My friend (and sister) suggested this. Maybe its what I need, an outlet to write on. I suppose I should just get it out and say I haven't quite gotten over her. All signs are pointing that she's over me and I want to be over her. Its' like, I don't know, maybe I just get easily lonely.


I see other couples and even though I don't know if all is sane in their paradise, I just wonder if I'm doing something wrong or wonder why I can't have that.

What do I need to do to get my mind off of this. I need to be better at being single. It just sucks that I can be such a hopeless romantic. I easily fall for women. The bad part is that I really develop feelings for my friends that are girls.

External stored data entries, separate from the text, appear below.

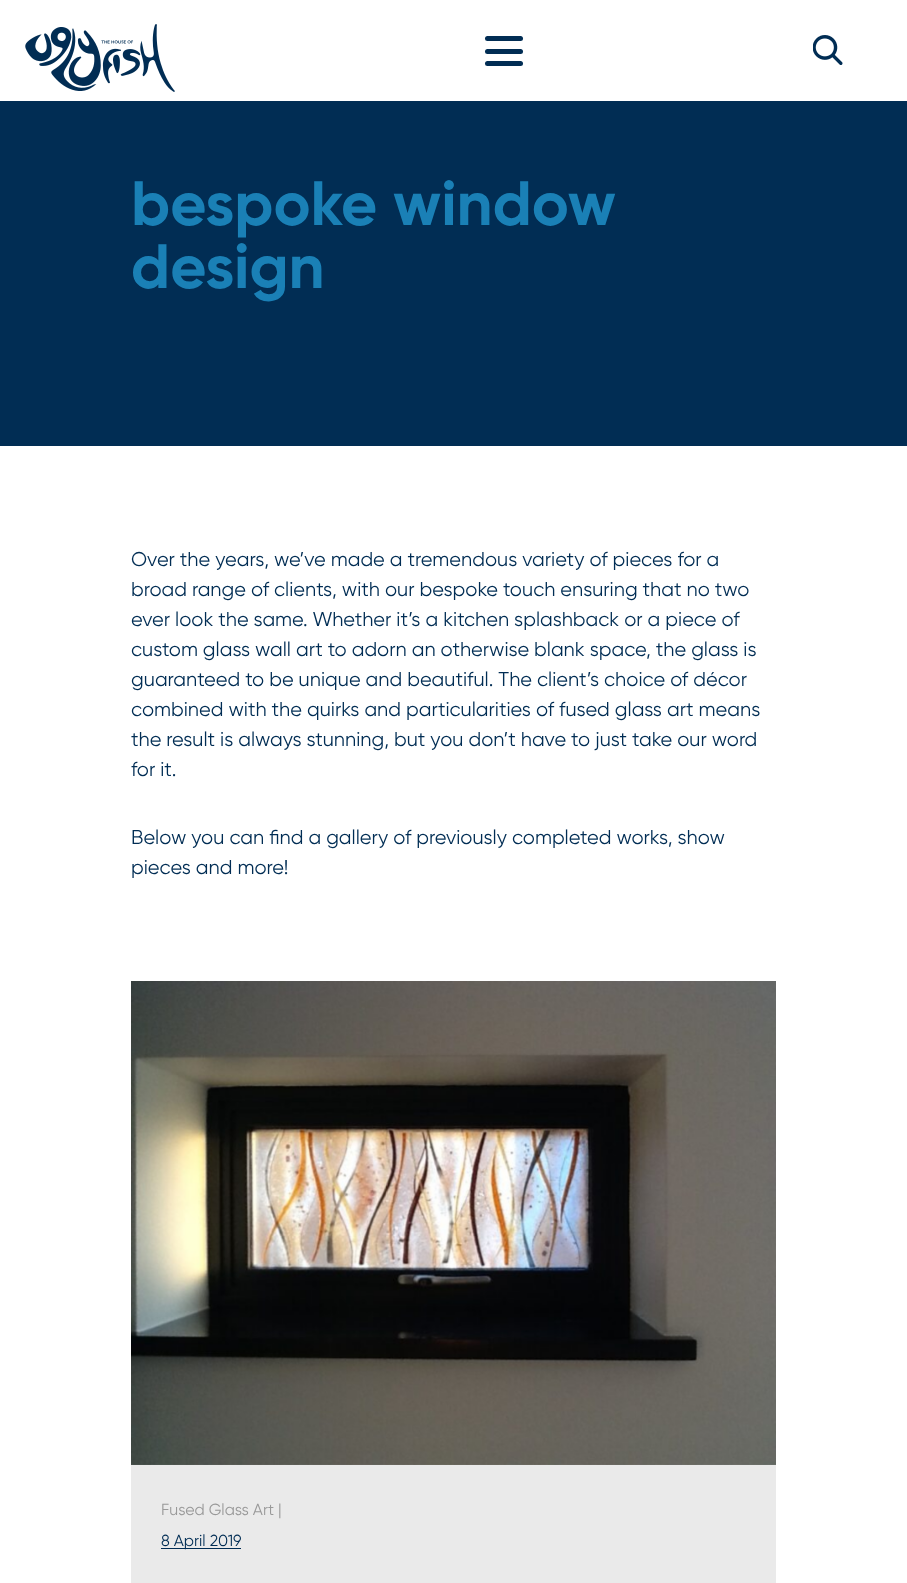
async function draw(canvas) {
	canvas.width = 907;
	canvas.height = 1583;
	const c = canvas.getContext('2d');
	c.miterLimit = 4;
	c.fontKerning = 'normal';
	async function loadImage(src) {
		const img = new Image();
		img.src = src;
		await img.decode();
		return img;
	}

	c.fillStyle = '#fff';
	c.fillRect(0, 0, 907, 1583);
	c.drawImage(await loadImage('img1.png'), 25, 24, 150, 68);
	c.fillStyle = '#012d54';
	c.beginPath();
	c.roundRect(485, 36, 38, 5, 2.5);
	c.fill();
	c.beginPath();
	c.roundRect(485, 49, 38, 5, 2.5);
	c.fill();
	c.beginPath();
	c.roundRect(485, 61, 38, 5, 2.5);
	c.fill();
	c.drawImage(await loadImage('img2.png'), 813, 35, 30, 30);
	c.fillRect(0, 101, 907, 345);
	c.font = 'bold 62.5px Gilroy';
	c.fillStyle = '#1a80b6';
	c.fillText('bespoke window', 131, 225);
	c.fillText('design', 131, 288);
	c.font = '20px Gilroy';
	c.fillStyle = '#012d54';
	for (const [text, x, y] of [
		['Over the years, we’ve made a tremendous variety of pieces for a', 131, 566],
		['broad range of clients, with our bespoke touch ensuring that no two', 131, 596],
		['ever look the same. Whether it’s a kitchen splashback or a piece of', 131, 626],
		['custom glass wall art to adorn an otherwise blank space, the glass is', 131, 656],
		['guaranteed to be unique and beautiful. The client’s choice of décor', 131, 686],
		['combined with the quirks and particularities of fused glass art means', 131, 716],
		['the result is always stunning, but you don’t have to just take our word', 131, 746],
		['for it.', 131, 776],
		['Below you can find a gallery of previously completed works, show', 131, 844],
		['pieces and more!', 131, 874],
	]) {
		c.fillText(text, x, y);
	}
	c.drawImage(await loadImage('img3.png'), 131, 981, 645, 484);
	c.drawImage(await loadImage('img4.png'), 131, 1464, 645, 1);
	c.fillStyle = '#eaeaea';
	c.fillRect(131, 1465, 645, 118);
	c.font = '16px Gilroy';
	c.fillStyle = '#999';
	c.fillText('Fused Glass Art |', 161, 1515);
	c.fillStyle = '#012d54';
	c.fillRect(161, 1548, 80, 1);
	c.fillText('8 April 2019', 161, 1546);
}

draw(document.querySelector('canvas'));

Sarah its a wonder I havent gone after you yet lol.

Lauren, Rose, Amanda, Melissa, Kim, why do I have these feelings for them when I know they won't work. Kim an Rose will be in CA, Lauren has moved on, Melissa only sees me as a friend, and Amanda is the enigma.

I suppose what I'm getting at is I don't know what I want right now. I want a girl, I want to hold her and have her feel that she's safe with me, I want to be able to tell her I love her and hold her hands. However, am I really ready for that? There's still alot I can't do. Hell I can't even drive where I want when I want. I want to force myself to just be glad to be single. But every time I think about it, thats when I'm reminded how lonely I am.

Times like this make me wish I was a bit more casual around girls. Being so damn sensitive at this age and so damn romantic really isn't getting me anywhere.